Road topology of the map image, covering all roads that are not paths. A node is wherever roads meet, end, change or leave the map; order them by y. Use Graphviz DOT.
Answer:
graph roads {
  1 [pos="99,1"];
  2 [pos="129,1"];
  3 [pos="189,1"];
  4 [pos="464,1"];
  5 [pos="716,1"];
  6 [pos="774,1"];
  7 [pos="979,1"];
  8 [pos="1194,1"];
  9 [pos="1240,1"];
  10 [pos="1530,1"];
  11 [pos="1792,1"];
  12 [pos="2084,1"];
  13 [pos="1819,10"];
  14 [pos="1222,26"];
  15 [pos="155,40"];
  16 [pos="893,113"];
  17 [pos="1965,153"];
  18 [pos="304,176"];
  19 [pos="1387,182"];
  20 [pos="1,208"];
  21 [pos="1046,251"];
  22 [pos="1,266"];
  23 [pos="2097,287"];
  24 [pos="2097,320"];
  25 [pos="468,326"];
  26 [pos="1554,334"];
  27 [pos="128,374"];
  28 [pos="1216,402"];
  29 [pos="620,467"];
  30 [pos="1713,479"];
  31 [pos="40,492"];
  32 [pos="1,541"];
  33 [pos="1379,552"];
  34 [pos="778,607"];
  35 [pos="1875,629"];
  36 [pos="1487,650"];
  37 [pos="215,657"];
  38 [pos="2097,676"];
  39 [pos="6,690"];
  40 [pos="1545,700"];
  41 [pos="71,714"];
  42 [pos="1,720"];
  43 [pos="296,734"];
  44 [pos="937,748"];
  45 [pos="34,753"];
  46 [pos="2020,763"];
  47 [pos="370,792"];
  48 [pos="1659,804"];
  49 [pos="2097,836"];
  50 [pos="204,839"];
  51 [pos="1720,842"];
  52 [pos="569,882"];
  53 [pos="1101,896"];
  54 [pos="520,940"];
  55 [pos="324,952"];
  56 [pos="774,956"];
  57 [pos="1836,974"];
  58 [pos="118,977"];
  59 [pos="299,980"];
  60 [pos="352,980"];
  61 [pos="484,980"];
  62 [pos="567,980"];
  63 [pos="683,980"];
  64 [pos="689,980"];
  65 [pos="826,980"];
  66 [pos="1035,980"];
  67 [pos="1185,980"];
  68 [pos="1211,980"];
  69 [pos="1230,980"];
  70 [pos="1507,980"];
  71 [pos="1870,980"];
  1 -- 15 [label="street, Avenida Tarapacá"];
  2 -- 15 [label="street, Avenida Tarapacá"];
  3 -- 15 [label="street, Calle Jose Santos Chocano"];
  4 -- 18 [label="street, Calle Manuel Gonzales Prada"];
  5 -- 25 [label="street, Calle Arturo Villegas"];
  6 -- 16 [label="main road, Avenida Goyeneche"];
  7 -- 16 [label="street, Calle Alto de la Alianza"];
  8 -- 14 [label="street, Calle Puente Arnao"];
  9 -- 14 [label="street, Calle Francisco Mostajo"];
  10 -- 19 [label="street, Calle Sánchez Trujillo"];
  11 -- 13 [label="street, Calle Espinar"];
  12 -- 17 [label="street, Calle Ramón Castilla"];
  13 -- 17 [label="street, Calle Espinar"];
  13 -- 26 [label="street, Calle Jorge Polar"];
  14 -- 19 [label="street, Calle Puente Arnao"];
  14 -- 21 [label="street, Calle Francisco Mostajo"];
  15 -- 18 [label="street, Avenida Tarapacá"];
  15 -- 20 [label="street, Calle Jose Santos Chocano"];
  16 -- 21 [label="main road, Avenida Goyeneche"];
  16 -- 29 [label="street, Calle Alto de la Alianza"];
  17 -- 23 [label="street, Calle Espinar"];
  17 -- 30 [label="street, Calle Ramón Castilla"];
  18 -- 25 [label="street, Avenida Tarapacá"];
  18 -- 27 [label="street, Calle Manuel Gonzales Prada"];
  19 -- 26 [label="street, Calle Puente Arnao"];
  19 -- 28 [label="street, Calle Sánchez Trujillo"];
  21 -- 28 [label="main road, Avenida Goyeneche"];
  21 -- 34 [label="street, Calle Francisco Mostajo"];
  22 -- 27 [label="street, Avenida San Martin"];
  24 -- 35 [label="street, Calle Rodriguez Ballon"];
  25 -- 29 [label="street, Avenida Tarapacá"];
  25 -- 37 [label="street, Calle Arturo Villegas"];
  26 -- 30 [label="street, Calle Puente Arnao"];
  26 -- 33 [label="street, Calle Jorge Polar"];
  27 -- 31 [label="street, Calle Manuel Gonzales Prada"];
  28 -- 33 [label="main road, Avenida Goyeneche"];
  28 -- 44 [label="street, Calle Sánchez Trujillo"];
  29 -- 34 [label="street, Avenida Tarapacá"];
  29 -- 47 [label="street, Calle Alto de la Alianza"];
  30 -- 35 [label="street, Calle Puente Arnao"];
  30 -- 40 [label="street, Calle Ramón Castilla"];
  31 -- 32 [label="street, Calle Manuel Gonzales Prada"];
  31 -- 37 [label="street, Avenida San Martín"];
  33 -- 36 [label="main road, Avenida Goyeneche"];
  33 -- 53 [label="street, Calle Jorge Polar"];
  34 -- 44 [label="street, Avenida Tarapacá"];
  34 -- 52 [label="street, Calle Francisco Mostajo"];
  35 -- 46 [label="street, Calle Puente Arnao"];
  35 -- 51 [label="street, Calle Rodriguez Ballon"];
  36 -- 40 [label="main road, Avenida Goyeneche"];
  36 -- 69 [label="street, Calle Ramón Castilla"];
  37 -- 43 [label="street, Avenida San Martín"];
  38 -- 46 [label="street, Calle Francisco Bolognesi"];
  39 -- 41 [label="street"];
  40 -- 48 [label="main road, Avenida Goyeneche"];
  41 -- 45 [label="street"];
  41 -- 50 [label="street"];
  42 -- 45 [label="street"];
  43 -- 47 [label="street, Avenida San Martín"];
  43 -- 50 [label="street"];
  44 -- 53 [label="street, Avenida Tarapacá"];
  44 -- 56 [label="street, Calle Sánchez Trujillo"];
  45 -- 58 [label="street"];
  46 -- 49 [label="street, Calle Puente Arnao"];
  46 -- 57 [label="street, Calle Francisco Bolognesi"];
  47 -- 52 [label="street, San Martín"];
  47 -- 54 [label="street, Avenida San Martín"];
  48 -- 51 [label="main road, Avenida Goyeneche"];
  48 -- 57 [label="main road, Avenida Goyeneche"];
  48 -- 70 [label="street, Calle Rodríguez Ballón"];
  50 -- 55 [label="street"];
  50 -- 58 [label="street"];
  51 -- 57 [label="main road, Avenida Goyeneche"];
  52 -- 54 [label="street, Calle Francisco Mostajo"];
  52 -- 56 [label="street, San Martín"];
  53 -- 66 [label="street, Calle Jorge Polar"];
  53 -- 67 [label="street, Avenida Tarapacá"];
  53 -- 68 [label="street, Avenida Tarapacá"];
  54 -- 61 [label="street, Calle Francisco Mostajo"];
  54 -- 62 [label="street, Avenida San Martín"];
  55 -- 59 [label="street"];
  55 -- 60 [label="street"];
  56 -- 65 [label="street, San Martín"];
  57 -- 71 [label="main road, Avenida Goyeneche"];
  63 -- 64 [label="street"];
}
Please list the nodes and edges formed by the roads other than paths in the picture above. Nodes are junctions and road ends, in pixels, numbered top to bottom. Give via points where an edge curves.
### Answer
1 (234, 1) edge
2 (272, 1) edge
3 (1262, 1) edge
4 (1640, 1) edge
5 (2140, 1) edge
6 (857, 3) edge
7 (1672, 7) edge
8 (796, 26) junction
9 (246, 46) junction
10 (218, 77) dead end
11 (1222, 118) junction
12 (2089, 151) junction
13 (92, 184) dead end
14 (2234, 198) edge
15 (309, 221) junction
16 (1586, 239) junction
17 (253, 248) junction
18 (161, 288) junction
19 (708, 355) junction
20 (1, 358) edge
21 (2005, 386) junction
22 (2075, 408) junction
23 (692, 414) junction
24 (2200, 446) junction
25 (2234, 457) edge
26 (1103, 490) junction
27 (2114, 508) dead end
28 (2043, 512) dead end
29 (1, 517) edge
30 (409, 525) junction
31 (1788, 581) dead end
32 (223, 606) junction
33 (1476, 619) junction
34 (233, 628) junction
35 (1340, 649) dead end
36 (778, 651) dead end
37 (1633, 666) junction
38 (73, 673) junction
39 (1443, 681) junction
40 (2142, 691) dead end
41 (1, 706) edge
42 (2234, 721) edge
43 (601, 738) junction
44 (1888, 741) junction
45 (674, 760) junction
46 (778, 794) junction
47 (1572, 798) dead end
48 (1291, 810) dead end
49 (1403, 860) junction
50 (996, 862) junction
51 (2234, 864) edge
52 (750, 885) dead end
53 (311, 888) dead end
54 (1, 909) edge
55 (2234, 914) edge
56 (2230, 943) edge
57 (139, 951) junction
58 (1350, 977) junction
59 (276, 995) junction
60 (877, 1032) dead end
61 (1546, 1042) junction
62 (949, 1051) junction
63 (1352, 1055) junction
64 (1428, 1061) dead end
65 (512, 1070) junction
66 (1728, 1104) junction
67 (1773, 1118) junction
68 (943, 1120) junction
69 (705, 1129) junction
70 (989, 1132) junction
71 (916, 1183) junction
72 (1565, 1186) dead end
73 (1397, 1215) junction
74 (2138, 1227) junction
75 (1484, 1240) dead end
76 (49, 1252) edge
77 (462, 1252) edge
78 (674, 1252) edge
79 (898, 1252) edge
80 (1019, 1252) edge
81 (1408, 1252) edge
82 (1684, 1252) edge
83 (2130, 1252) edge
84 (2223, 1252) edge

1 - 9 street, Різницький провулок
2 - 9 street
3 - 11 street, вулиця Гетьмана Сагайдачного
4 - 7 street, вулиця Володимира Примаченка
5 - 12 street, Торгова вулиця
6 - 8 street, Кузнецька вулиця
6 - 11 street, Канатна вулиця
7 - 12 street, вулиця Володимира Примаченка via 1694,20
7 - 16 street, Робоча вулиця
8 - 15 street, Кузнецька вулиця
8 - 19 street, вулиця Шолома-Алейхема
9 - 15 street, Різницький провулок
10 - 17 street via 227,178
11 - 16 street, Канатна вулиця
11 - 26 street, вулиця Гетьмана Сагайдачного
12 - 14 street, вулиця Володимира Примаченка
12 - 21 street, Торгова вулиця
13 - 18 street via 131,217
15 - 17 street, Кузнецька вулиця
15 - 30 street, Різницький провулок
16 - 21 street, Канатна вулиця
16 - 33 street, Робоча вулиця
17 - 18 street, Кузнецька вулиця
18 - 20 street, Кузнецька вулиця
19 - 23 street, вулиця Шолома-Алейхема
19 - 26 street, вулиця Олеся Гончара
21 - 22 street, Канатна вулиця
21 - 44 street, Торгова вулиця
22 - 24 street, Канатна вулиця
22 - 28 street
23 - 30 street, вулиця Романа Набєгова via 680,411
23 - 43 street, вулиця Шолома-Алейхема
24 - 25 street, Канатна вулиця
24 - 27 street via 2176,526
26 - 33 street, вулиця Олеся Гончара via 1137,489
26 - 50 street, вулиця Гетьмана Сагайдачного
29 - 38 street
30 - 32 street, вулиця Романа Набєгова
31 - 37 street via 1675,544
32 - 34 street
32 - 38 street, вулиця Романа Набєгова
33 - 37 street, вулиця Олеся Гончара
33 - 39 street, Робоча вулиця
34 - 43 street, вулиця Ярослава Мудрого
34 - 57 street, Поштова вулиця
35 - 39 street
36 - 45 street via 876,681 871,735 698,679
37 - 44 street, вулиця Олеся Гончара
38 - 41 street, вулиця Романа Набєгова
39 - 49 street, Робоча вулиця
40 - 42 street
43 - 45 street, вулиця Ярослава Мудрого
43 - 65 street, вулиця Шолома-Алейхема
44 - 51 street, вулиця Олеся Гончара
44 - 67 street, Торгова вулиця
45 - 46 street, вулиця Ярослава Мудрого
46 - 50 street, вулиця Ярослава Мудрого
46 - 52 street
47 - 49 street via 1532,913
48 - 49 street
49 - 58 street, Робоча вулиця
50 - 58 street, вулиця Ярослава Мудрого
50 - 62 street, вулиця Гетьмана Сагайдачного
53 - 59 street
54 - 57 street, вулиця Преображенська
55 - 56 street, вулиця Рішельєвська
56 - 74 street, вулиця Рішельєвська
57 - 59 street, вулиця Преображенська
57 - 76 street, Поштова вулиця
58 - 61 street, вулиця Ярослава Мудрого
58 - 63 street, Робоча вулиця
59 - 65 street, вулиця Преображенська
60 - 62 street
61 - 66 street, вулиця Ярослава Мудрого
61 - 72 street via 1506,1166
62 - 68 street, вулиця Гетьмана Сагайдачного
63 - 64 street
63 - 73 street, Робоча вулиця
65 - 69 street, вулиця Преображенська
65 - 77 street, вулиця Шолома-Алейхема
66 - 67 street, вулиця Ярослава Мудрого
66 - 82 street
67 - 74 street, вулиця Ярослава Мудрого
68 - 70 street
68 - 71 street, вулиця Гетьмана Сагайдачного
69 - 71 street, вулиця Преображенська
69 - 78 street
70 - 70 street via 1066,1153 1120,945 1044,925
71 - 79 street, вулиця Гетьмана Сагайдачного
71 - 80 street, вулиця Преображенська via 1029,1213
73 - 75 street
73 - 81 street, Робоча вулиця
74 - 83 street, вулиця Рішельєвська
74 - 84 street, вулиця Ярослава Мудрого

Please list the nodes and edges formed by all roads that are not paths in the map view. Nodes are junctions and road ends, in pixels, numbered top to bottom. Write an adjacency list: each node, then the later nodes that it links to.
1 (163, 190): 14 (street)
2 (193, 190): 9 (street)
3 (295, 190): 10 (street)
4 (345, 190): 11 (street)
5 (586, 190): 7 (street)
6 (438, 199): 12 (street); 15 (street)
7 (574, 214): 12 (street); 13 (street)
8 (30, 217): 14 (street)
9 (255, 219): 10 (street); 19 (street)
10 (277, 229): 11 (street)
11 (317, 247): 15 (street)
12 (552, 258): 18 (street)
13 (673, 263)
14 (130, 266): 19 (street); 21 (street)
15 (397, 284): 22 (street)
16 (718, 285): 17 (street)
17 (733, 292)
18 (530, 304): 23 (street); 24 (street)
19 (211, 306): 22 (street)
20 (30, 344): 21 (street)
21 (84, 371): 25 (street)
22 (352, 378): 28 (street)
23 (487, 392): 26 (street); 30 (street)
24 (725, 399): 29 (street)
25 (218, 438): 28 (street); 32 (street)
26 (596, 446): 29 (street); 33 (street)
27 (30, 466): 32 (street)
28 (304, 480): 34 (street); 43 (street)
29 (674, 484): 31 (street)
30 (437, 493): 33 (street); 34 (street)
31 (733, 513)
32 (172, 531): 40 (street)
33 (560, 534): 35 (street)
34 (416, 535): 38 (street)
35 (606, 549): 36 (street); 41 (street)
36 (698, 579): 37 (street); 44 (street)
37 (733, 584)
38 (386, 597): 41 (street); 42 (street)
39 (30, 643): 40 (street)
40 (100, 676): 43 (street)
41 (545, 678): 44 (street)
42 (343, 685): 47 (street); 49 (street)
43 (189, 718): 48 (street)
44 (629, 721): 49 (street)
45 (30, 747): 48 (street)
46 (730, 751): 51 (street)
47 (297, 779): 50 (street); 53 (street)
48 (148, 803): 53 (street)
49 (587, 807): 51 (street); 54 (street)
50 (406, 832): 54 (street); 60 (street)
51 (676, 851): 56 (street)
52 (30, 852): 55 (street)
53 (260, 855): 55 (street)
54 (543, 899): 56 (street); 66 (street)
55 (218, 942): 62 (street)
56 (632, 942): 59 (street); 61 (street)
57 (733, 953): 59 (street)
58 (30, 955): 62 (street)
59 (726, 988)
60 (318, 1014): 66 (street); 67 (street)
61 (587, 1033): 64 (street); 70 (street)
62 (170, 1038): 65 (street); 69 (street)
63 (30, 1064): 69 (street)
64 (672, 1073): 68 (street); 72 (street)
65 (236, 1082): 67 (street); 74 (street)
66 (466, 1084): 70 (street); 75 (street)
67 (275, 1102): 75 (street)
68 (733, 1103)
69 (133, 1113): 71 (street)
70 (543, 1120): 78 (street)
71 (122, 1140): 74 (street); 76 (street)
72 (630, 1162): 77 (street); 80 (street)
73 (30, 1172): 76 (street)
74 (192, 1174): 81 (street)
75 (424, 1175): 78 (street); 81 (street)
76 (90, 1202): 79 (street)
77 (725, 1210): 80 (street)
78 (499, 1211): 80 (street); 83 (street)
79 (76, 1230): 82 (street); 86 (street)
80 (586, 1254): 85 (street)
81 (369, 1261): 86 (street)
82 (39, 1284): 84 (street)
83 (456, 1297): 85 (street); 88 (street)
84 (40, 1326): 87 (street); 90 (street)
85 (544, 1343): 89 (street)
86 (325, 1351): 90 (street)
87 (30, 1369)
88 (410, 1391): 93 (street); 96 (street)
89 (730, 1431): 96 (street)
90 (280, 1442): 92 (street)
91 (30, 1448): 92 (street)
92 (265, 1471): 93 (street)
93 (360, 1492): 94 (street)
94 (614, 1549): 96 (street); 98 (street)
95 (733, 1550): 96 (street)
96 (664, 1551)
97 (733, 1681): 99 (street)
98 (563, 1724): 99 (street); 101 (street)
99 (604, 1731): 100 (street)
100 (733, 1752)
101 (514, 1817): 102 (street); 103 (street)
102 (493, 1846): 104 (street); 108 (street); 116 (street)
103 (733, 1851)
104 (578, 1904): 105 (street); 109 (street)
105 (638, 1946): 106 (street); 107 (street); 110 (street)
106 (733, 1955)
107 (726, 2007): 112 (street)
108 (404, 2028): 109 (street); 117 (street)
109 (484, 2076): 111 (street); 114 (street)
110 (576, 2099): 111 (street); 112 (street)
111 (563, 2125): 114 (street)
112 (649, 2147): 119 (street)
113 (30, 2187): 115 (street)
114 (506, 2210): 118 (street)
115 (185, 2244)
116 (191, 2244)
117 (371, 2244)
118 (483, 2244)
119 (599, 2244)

ABOUT THIS TASK »
Within the listing above, filter for lines holding the string "Романа" and copy each one.

ANSWER BOX »
23 - 30 street, вулиця Романа Набєгова via 680,411
30 - 32 street, вулиця Романа Набєгова
32 - 38 street, вулиця Романа Набєгова
38 - 41 street, вулиця Романа Набєгова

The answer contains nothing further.